Beyond these fun points, the primary reason for my interest in language acquisition comes down to the same reason for most other choices: story. We live in an incredible moment as far as storytelling goes. Yes, there are obvious concerns and negatives, but there are more stories being told in various mediums from virtually every corner of the world that we can access with only some difficulty. Truly, I can watch foreign movies and television shows on every single streaming service I subscribe to. I can find copies of books and poetry translated into my native tongues for almost every major tome published. I can access music from nearly every continent. And there are various tools and people and systems working to make these pieces of media more easily accessible and digestible for other to enjoy. Frankly, it is an unprecedented age of media. Even so, a lot gets lost in translation.
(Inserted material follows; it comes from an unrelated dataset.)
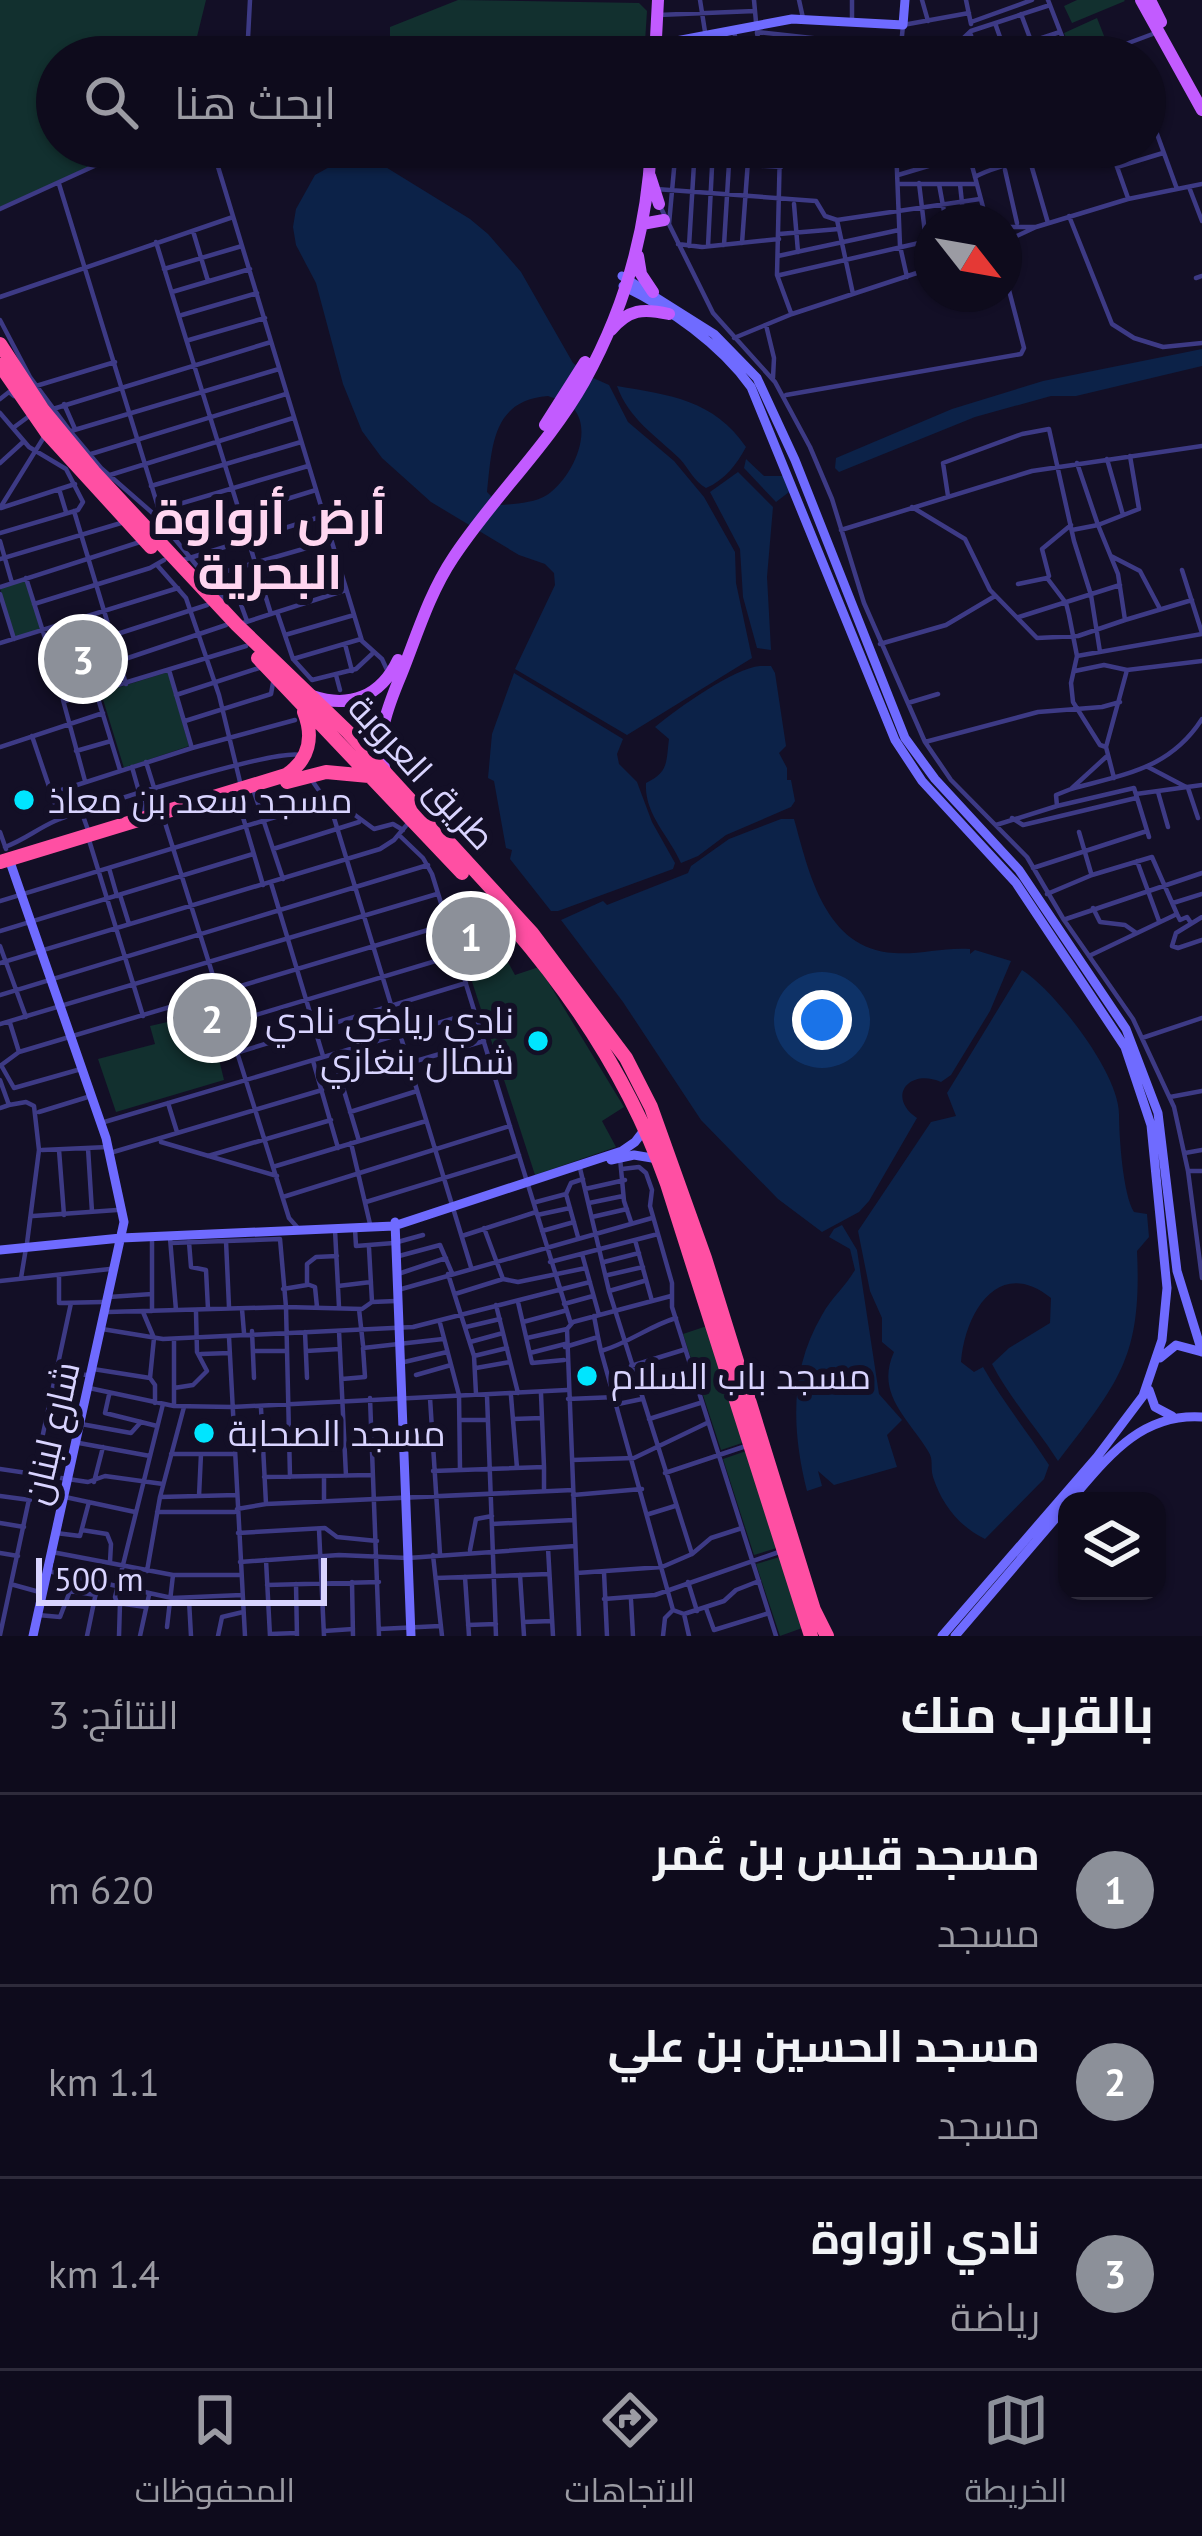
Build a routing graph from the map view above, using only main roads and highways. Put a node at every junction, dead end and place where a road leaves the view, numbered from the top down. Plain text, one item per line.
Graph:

Ignoring the questionable movie starring Bill Murray and Scarlett Johansson, there really is quite a bit lost of a story or concept when translated from language to language. First off, there will never be a “perfect translation” because no language is exactly the same even within itself. Just look at English. Moving past the major two branches of British and American, each primarily English speaking nation has its own quirks and wordings within itself. There are different ways of expression and speaking depending on which geographical region of the United States of America you happen to come from. Although there is obvious understanding, there are still dialectic differences between the regional lexicons that would impact the manner of stories and how these stories are told, received, and perceived. So, of course, there are vast degrees of difference between a translated story and the original regardless of how much time and care was taken in the creation of the translation.
Hells, even elements as simple as cadence and meter and tone will shift drastically depending on the language used to state something. Accordingly, except for being a native speaker with full cultural comprehension, nothing really compares to being able to engage with texts and songs and visuals and works in their original language. Unsurprisingly, my answer to what language I would want to learn is the one that opens up a new world of stories; thus; as many as I can.